__WHAT YOU NEED TO DO__
Your response should reproduce every line of the entries that contains the word "Chapman".

__Stored data entries__
- Opening Delimiter -

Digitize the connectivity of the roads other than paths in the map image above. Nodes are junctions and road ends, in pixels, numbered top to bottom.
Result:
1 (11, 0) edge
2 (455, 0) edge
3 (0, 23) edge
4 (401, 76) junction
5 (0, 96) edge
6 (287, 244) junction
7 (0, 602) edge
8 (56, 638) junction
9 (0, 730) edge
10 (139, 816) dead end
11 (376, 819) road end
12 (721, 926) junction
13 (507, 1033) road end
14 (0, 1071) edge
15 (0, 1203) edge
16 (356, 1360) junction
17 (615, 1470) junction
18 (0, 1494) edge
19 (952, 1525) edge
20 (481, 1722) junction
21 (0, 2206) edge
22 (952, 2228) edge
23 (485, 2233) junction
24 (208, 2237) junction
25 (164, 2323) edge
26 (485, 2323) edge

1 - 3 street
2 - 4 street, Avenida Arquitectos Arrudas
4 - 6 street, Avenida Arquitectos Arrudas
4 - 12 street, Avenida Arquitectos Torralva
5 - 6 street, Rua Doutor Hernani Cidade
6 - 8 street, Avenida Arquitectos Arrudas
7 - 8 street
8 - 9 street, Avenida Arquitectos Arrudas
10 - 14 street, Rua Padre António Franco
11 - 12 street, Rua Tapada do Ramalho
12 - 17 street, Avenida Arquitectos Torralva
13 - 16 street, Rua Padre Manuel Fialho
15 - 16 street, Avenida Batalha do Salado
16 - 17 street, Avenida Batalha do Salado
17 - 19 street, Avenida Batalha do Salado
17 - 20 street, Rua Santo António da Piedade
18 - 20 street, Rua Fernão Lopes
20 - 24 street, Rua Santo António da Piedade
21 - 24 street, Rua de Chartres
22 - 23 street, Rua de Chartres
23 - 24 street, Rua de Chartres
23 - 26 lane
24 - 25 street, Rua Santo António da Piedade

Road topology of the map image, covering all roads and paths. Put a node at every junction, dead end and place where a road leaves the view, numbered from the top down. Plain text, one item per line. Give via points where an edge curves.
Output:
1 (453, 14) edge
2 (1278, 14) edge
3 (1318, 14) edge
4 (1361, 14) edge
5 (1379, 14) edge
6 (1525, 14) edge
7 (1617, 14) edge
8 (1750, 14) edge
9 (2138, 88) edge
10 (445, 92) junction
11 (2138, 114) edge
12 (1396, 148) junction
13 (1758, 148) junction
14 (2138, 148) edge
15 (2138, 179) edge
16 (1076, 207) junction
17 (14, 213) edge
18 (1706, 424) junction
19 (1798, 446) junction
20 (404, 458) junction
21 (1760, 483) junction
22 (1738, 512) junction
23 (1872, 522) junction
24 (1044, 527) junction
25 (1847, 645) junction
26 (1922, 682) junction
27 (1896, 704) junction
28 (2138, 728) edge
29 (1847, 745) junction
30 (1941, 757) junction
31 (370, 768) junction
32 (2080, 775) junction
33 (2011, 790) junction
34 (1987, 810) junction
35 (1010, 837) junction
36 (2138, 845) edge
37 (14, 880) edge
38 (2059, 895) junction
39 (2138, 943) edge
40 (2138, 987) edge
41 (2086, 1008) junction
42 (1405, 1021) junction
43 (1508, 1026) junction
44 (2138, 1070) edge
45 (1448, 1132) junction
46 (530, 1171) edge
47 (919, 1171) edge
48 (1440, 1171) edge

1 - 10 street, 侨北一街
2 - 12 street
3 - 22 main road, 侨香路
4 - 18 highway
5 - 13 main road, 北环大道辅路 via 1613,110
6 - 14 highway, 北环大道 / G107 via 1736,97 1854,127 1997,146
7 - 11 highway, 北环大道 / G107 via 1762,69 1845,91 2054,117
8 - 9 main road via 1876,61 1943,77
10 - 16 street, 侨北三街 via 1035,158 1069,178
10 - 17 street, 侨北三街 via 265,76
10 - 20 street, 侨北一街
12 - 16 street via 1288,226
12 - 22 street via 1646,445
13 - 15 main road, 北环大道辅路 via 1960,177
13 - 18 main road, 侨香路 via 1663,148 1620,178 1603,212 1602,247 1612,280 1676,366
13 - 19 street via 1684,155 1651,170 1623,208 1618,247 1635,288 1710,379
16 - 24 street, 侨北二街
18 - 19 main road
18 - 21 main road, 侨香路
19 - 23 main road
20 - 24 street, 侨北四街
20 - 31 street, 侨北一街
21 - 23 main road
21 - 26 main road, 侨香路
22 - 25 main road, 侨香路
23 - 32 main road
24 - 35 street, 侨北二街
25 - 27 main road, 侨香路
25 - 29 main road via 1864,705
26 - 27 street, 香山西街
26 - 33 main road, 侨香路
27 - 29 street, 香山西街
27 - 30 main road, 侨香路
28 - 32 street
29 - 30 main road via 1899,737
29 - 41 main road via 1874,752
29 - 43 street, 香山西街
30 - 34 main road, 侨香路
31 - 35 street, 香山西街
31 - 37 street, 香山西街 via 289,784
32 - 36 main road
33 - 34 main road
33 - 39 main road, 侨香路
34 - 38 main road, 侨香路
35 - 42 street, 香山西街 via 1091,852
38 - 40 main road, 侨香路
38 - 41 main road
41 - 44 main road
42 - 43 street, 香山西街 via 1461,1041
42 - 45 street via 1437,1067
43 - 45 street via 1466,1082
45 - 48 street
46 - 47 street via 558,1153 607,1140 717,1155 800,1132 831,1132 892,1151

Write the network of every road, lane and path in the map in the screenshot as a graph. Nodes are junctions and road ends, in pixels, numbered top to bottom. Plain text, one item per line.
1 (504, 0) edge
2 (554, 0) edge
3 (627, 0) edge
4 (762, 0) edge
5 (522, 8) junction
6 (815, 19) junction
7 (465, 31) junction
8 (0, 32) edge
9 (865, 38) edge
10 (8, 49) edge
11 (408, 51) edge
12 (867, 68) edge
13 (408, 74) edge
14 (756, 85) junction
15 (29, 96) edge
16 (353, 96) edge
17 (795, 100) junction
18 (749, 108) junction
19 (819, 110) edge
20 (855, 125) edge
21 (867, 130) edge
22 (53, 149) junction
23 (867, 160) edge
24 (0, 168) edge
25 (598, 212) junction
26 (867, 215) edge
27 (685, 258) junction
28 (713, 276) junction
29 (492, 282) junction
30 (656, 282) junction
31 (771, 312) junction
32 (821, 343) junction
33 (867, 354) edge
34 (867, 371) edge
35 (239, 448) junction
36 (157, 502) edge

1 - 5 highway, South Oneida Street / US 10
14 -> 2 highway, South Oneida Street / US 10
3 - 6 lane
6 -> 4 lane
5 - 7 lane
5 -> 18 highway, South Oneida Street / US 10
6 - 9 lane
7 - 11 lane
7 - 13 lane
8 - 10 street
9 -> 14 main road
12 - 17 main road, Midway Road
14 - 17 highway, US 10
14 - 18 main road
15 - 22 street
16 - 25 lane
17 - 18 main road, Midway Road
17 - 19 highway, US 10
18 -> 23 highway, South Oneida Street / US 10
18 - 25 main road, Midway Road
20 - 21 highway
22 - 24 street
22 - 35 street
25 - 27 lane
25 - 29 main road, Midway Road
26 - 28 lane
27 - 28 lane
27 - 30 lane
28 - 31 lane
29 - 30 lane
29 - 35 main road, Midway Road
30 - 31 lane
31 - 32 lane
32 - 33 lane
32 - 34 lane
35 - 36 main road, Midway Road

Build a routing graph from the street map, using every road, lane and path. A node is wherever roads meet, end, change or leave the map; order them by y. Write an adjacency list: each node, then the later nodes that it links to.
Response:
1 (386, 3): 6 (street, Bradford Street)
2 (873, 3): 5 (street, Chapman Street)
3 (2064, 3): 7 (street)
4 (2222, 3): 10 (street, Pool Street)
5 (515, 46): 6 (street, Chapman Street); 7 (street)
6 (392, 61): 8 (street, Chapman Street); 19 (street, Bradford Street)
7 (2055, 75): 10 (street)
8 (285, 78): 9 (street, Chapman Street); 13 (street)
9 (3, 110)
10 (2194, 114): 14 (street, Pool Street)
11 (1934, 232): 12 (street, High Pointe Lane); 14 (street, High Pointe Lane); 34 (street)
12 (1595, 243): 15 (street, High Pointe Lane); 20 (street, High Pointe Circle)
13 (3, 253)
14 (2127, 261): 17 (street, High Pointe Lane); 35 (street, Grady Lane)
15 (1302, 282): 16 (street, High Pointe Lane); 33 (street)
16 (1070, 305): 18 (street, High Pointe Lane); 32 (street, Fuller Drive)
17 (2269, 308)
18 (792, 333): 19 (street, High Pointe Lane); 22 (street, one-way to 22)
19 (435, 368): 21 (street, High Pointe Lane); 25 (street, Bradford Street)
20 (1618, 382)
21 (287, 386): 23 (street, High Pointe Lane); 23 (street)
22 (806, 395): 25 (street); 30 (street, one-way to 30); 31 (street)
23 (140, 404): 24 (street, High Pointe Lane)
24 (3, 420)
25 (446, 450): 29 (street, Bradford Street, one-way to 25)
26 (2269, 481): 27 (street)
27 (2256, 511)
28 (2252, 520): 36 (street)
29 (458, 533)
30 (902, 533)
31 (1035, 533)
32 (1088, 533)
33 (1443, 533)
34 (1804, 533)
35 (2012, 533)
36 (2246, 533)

- Closing Delimiter -

__THE ANSWER__
2 (873, 3): 5 (street, Chapman Street)
5 (515, 46): 6 (street, Chapman Street); 7 (street)
6 (392, 61): 8 (street, Chapman Street); 19 (street, Bradford Street)
8 (285, 78): 9 (street, Chapman Street); 13 (street)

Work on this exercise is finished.